[Collected data entries]
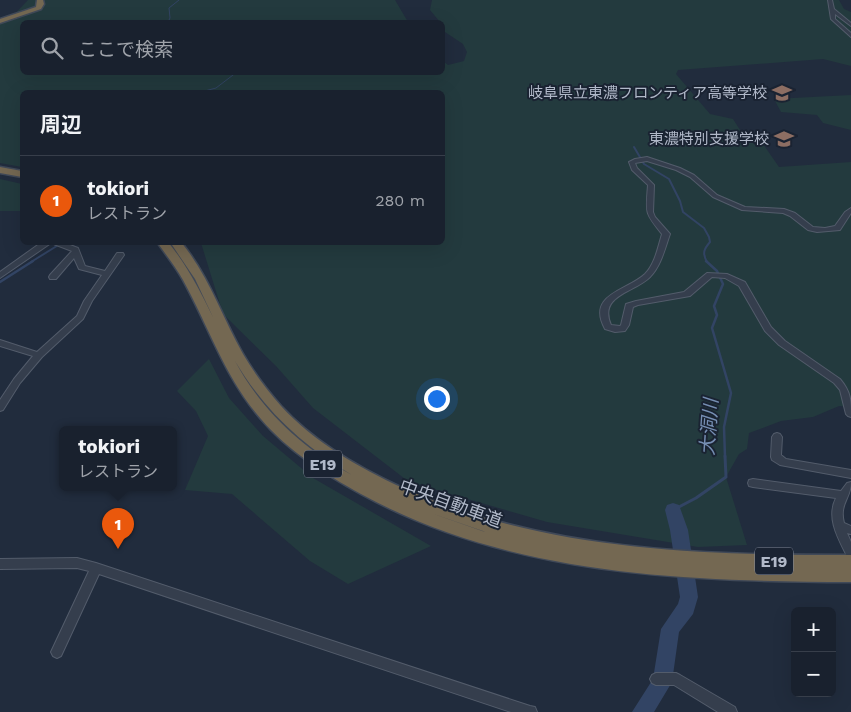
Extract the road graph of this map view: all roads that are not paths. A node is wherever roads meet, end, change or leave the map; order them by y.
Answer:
1 (40, 0) edge
2 (830, 0) edge
3 (832, 10) junction
4 (0, 21) edge
5 (851, 25) edge
6 (851, 36) edge
7 (0, 170) edge
8 (20, 174) edge
9 (0, 176) edge
10 (20, 180) edge
11 (851, 210) edge
12 (44, 245) edge
13 (61, 245) edge
14 (164, 245) edge
15 (177, 245) edge
16 (76, 251) junction
17 (120, 255) dead end
18 (107, 274) junction
19 (0, 276) edge
20 (53, 277) dead end
21 (0, 343) edge
22 (39, 356) junction
23 (0, 408) edge
24 (851, 414) edge
25 (777, 437) dead end
26 (851, 474) edge
27 (753, 483) dead end
28 (851, 486) edge
29 (842, 495) junction
30 (839, 526) junction
31 (851, 530) edge
32 (851, 553) edge
33 (582, 554) junction
34 (851, 562) edge
35 (0, 564) edge
36 (698, 565) junction
37 (96, 568) junction
38 (851, 575) edge
39 (57, 652) dead end
40 (662, 679) dead end
41 (530, 712) edge
42 (730, 712) edge

1 - 4 highway
2 - 3 street
3 - 5 street
3 - 6 street
7 - 8 highway
9 - 10 highway
11 - 24 street
12 - 19 street
13 - 16 street
14 - 33 highway, 中央自動車道 / E19
15 - 33 highway, 中央自動車道 / E19
16 - 18 street
16 - 20 street
17 - 18 street
18 - 22 street
21 - 22 street
22 - 23 street
25 - 26 street
27 - 29 street
28 - 29 street
29 - 30 street
30 - 31 street
30 - 32 street
33 - 36 highway, 中央自動車道 / E19
34 - 36 highway, 中央自動車道 / E19
35 - 37 street
36 - 38 highway, 中央自動車道 / E19
37 - 39 street
37 - 41 street
40 - 42 street

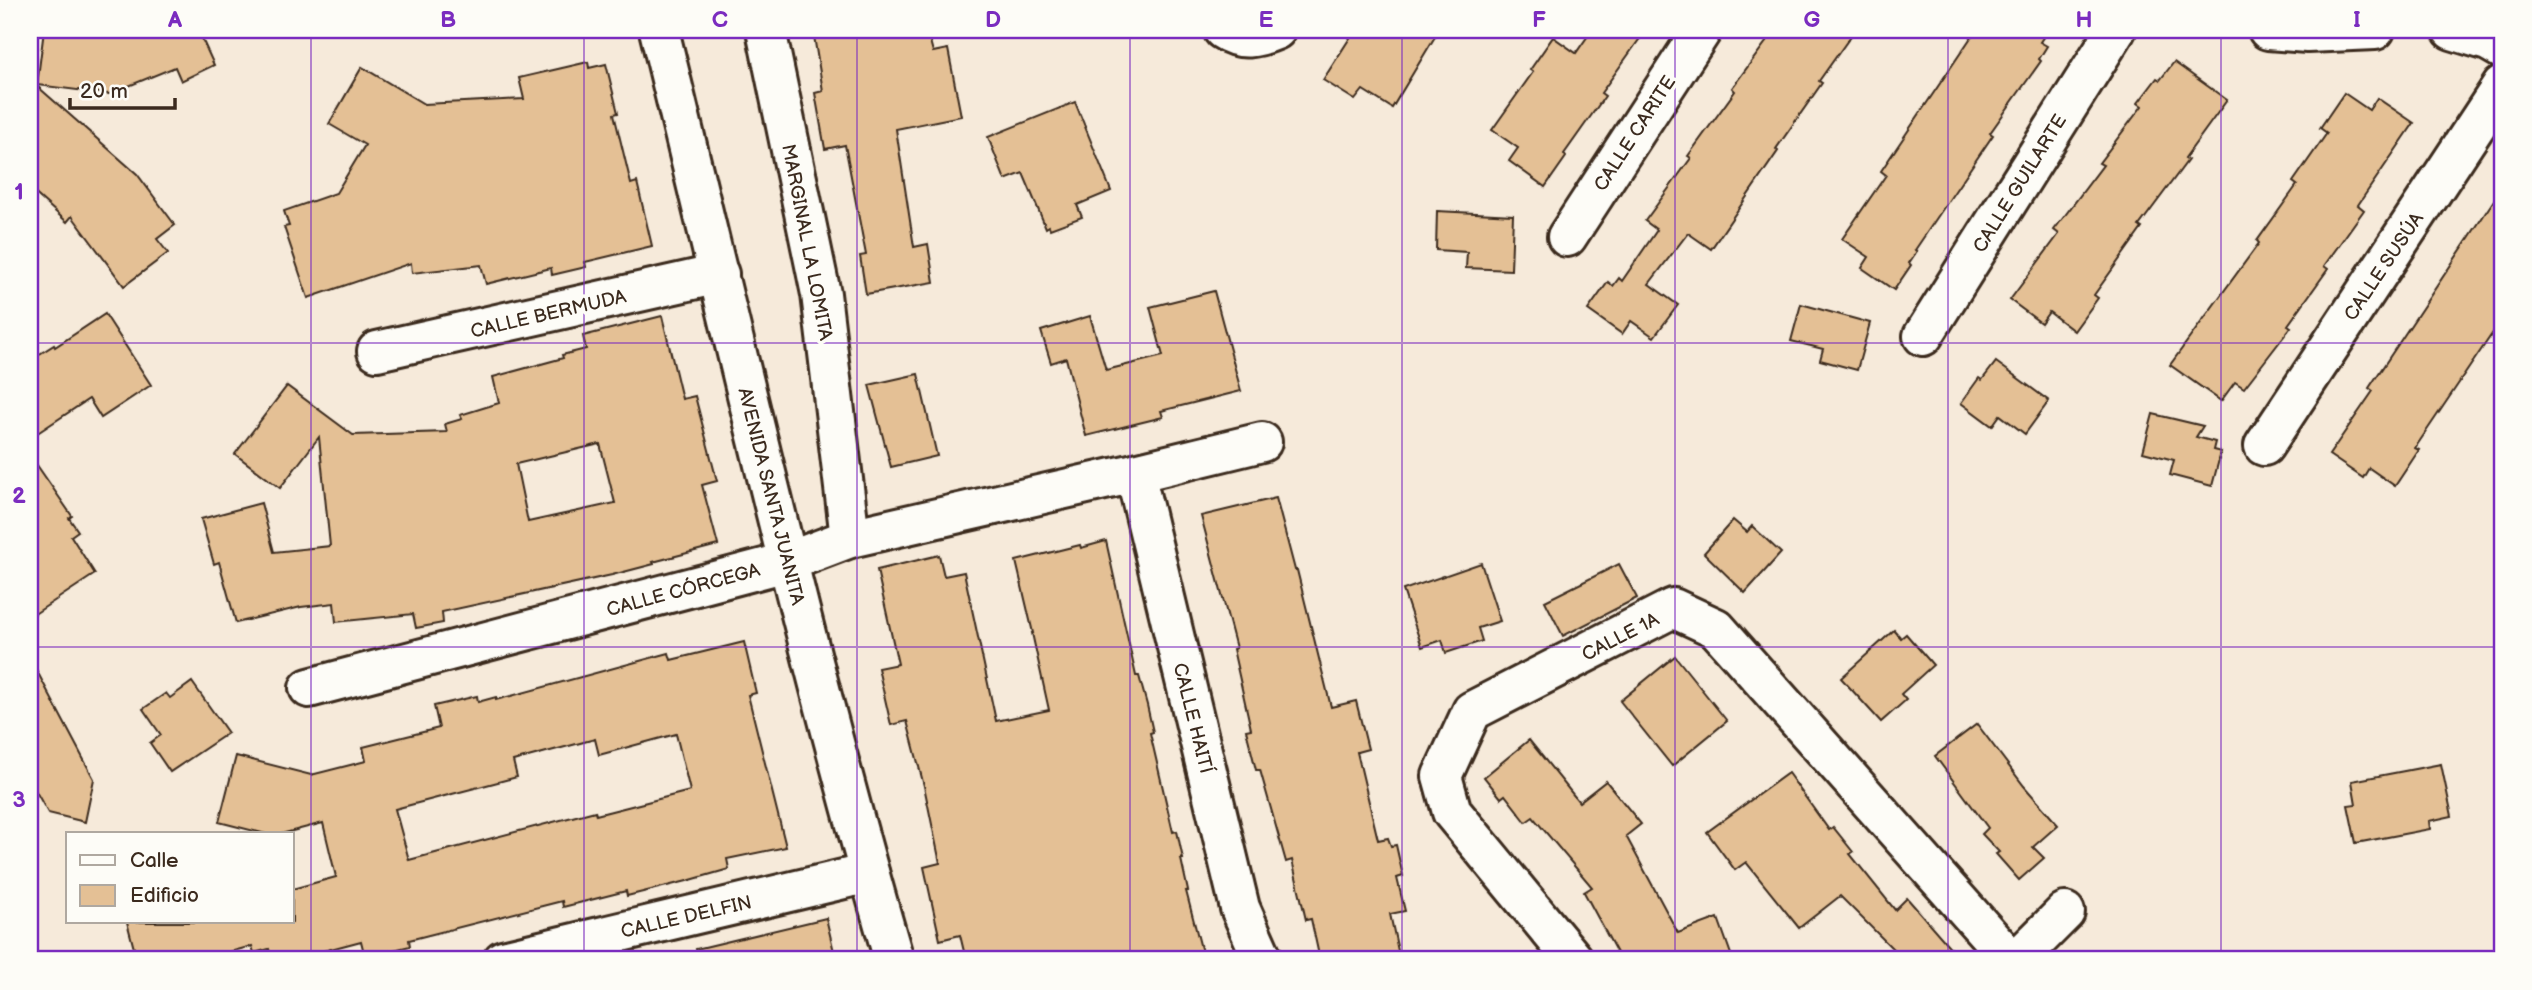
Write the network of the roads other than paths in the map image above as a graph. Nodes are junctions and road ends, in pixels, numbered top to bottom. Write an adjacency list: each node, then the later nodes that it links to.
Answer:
1 (659, 30): 13 (street, AVENIDA SANTA JUANITA)
2 (766, 30): 19 (street, MARGINAL LA LOMITA)
3 (1223, 30): 4 (street)
4 (1276, 30)
5 (1702, 30): 12 (street, CALLE CARITE)
6 (2116, 30): 14 (street, CALLE GUILARTE)
7 (2267, 30): 8 (street)
8 (2375, 30)
9 (2452, 30): 10 (street)
10 (2502, 49)
11 (2502, 86): 17 (street, CALLE SUSÚA)
12 (1567, 237)
13 (719, 274): 15 (street, CALLE BERMUDA); 20 (street, AVENIDA SANTA JUANITA)
14 (1923, 336)
15 (377, 352)
16 (1262, 442): 18 (street, CALLE CÓRCEGA)
17 (2264, 446)
18 (1135, 473): 19 (street, CALLE CÓRCEGA); 26 (street, CALLE HAITÍ)
19 (850, 538): 20 (street, CALLE CÓRCEGA)
20 (787, 562): 21 (street, CALLE CÓRCEGA); 22 (street, AVENIDA SANTA JUANITA)
21 (309, 688)
22 (869, 873): 24 (street, CALLE DELFIN); 25 (street, AVENIDA SANTA JUANITA)
23 (2065, 912): 28 (street, CALLE 1A)
24 (503, 960)
25 (894, 960)
26 (1263, 960)
27 (1574, 960): 28 (street, CALLE 1A)
28 (2014, 960)

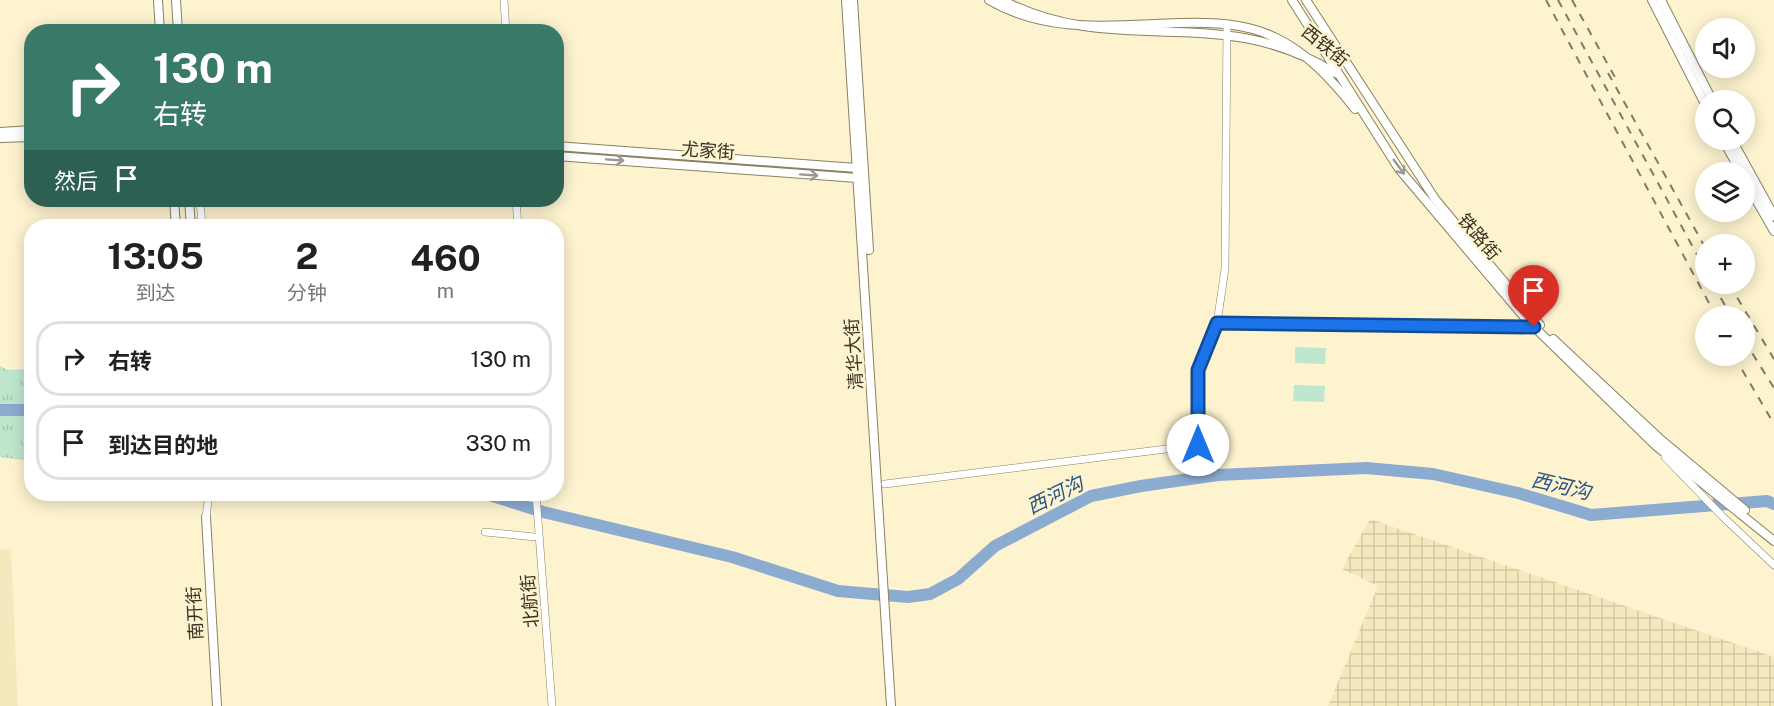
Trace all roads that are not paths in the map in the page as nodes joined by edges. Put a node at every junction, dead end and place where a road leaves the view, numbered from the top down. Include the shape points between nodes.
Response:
1 (158, 0) edge
2 (176, 0) edge
3 (504, 0) edge
4 (846, 0) edge
5 (853, 0) edge
6 (989, 0) edge
7 (1002, 0) edge
8 (1292, 0) edge
9 (1306, 0) edge
10 (1652, 0) edge
11 (1660, 0) edge
12 (160, 24) edge
13 (178, 24) edge
14 (506, 24) edge
15 (1227, 24) junction
16 (1344, 83) junction
17 (1698, 90) edge
18 (1707, 90) edge
19 (24, 130) edge
20 (0, 132) edge
21 (24, 136) edge
22 (1379, 137) junction
23 (1394, 137) junction
24 (0, 138) edge
25 (564, 148) edge
26 (1738, 150) edge
27 (564, 157) edge
28 (857, 168) junction
29 (857, 178) junction
30 (1755, 198) edge
31 (1774, 216) edge
32 (1774, 231) edge
33 (1217, 323) junction
34 (1534, 327) junction
35 (1647, 438) junction
36 (885, 484) junction
37 (1717, 491) junction
38 (208, 501) edge
39 (537, 501) edge
40 (1745, 514) junction
41 (206, 517) joint
42 (485, 532) dead end
43 (1774, 534) edge
44 (885, 535) junction
45 (534, 537) dead end
46 (1774, 541) edge
47 (1774, 565) edge
48 (889, 621) junction
49 (217, 706) edge
50 (552, 706) edge
51 (891, 706) edge
52 (897, 706) edge

1 - 12 main road
2 - 13 main road
3 - 14 street
4 - 28 main road, 清华大街
5 - 36 main road, 清华大街
6 - 15 main road, 西铁街 via 1022,16 1070,26
7 - 16 main road, 西铁街 via 1066,19 1207,16 1249,22 1298,43
8 - 16 main road
9 - 23 main road
10 - 17 main road
11 - 18 main road
15 - 22 main road, 西铁街 via 1274,36 1296,50 1340,91
15 - 33 street via 1225,268
16 - 22 main road, 铁路街
16 - 23 main road, 西铁街
19 - 20 main road
21 - 24 main road
22 -> 34 main road, 铁路街 via 1399,169
23 - 37 main road, 铁路街 via 1436,199 1541,326
25 - 28 main road, 尤家街
26 - 31 main road
27 -> 29 main road, 尤家街
28 - 29 main road, 清华大街
29 - 44 main road, 清华大街
30 - 32 main road
33 - 34 street
33 - 36 street via 1198,370 1198,445
34 - 35 main road, 铁路街
35 - 37 main road, 铁路街
35 - 47 street
36 - 44 main road, 清华大街
37 - 40 main road
38 - 41 street
39 - 50 street, 北航街
40 - 43 main road
40 - 46 main road
41 - 49 main road, 南开街
42 - 45 street
44 - 48 main road, 清华大街
48 - 51 main road, 清华大街
48 - 52 main road, 清华大街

## WHAT TO WORK ON
Skip every image and output the remaining records exactly.

## TASK ANSWER
Extract the road graph of this map view: all roads that are not paths. A node is wherever roads meet, end, change or leave the map; order them by y.
Answer:
1 (40, 0) edge
2 (830, 0) edge
3 (832, 10) junction
4 (0, 21) edge
5 (851, 25) edge
6 (851, 36) edge
7 (0, 170) edge
8 (20, 174) edge
9 (0, 176) edge
10 (20, 180) edge
11 (851, 210) edge
12 (44, 245) edge
13 (61, 245) edge
14 (164, 245) edge
15 (177, 245) edge
16 (76, 251) junction
17 (120, 255) dead end
18 (107, 274) junction
19 (0, 276) edge
20 (53, 277) dead end
21 (0, 343) edge
22 (39, 356) junction
23 (0, 408) edge
24 (851, 414) edge
25 (777, 437) dead end
26 (851, 474) edge
27 (753, 483) dead end
28 (851, 486) edge
29 (842, 495) junction
30 (839, 526) junction
31 (851, 530) edge
32 (851, 553) edge
33 (582, 554) junction
34 (851, 562) edge
35 (0, 564) edge
36 (698, 565) junction
37 (96, 568) junction
38 (851, 575) edge
39 (57, 652) dead end
40 (662, 679) dead end
41 (530, 712) edge
42 (730, 712) edge

1 - 4 highway
2 - 3 street
3 - 5 street
3 - 6 street
7 - 8 highway
9 - 10 highway
11 - 24 street
12 - 19 street
13 - 16 street
14 - 33 highway, 中央自動車道 / E19
15 - 33 highway, 中央自動車道 / E19
16 - 18 street
16 - 20 street
17 - 18 street
18 - 22 street
21 - 22 street
22 - 23 street
25 - 26 street
27 - 29 street
28 - 29 street
29 - 30 street
30 - 31 street
30 - 32 street
33 - 36 highway, 中央自動車道 / E19
34 - 36 highway, 中央自動車道 / E19
35 - 37 street
36 - 38 highway, 中央自動車道 / E19
37 - 39 street
37 - 41 street
40 - 42 street

Write the network of the roads other than paths in the map image above as a graph. Nodes are junctions and road ends, in pixels, numbered top to bottom. Write an adjacency list: each node, then the later nodes that it links to.
Answer:
1 (659, 30): 13 (street, AVENIDA SANTA JUANITA)
2 (766, 30): 19 (street, MARGINAL LA LOMITA)
3 (1223, 30): 4 (street)
4 (1276, 30)
5 (1702, 30): 12 (street, CALLE CARITE)
6 (2116, 30): 14 (street, CALLE GUILARTE)
7 (2267, 30): 8 (street)
8 (2375, 30)
9 (2452, 30): 10 (street)
10 (2502, 49)
11 (2502, 86): 17 (street, CALLE SUSÚA)
12 (1567, 237)
13 (719, 274): 15 (street, CALLE BERMUDA); 20 (street, AVENIDA SANTA JUANITA)
14 (1923, 336)
15 (377, 352)
16 (1262, 442): 18 (street, CALLE CÓRCEGA)
17 (2264, 446)
18 (1135, 473): 19 (street, CALLE CÓRCEGA); 26 (street, CALLE HAITÍ)
19 (850, 538): 20 (street, CALLE CÓRCEGA)
20 (787, 562): 21 (street, CALLE CÓRCEGA); 22 (street, AVENIDA SANTA JUANITA)
21 (309, 688)
22 (869, 873): 24 (street, CALLE DELFIN); 25 (street, AVENIDA SANTA JUANITA)
23 (2065, 912): 28 (street, CALLE 1A)
24 (503, 960)
25 (894, 960)
26 (1263, 960)
27 (1574, 960): 28 (street, CALLE 1A)
28 (2014, 960)

Trace all roads that are not paths in the map in the page as nodes joined by edges. Put a node at every junction, dead end and place where a road leaves the view, numbered from the top down. Include the shape points between nodes.
Response:
1 (158, 0) edge
2 (176, 0) edge
3 (504, 0) edge
4 (846, 0) edge
5 (853, 0) edge
6 (989, 0) edge
7 (1002, 0) edge
8 (1292, 0) edge
9 (1306, 0) edge
10 (1652, 0) edge
11 (1660, 0) edge
12 (160, 24) edge
13 (178, 24) edge
14 (506, 24) edge
15 (1227, 24) junction
16 (1344, 83) junction
17 (1698, 90) edge
18 (1707, 90) edge
19 (24, 130) edge
20 (0, 132) edge
21 (24, 136) edge
22 (1379, 137) junction
23 (1394, 137) junction
24 (0, 138) edge
25 (564, 148) edge
26 (1738, 150) edge
27 (564, 157) edge
28 (857, 168) junction
29 (857, 178) junction
30 (1755, 198) edge
31 (1774, 216) edge
32 (1774, 231) edge
33 (1217, 323) junction
34 (1534, 327) junction
35 (1647, 438) junction
36 (885, 484) junction
37 (1717, 491) junction
38 (208, 501) edge
39 (537, 501) edge
40 (1745, 514) junction
41 (206, 517) joint
42 (485, 532) dead end
43 (1774, 534) edge
44 (885, 535) junction
45 (534, 537) dead end
46 (1774, 541) edge
47 (1774, 565) edge
48 (889, 621) junction
49 (217, 706) edge
50 (552, 706) edge
51 (891, 706) edge
52 (897, 706) edge

1 - 12 main road
2 - 13 main road
3 - 14 street
4 - 28 main road, 清华大街
5 - 36 main road, 清华大街
6 - 15 main road, 西铁街 via 1022,16 1070,26
7 - 16 main road, 西铁街 via 1066,19 1207,16 1249,22 1298,43
8 - 16 main road
9 - 23 main road
10 - 17 main road
11 - 18 main road
15 - 22 main road, 西铁街 via 1274,36 1296,50 1340,91
15 - 33 street via 1225,268
16 - 22 main road, 铁路街
16 - 23 main road, 西铁街
19 - 20 main road
21 - 24 main road
22 -> 34 main road, 铁路街 via 1399,169
23 - 37 main road, 铁路街 via 1436,199 1541,326
25 - 28 main road, 尤家街
26 - 31 main road
27 -> 29 main road, 尤家街
28 - 29 main road, 清华大街
29 - 44 main road, 清华大街
30 - 32 main road
33 - 34 street
33 - 36 street via 1198,370 1198,445
34 - 35 main road, 铁路街
35 - 37 main road, 铁路街
35 - 47 street
36 - 44 main road, 清华大街
37 - 40 main road
38 - 41 street
39 - 50 street, 北航街
40 - 43 main road
40 - 46 main road
41 - 49 main road, 南开街
42 - 45 street
44 - 48 main road, 清华大街
48 - 51 main road, 清华大街
48 - 52 main road, 清华大街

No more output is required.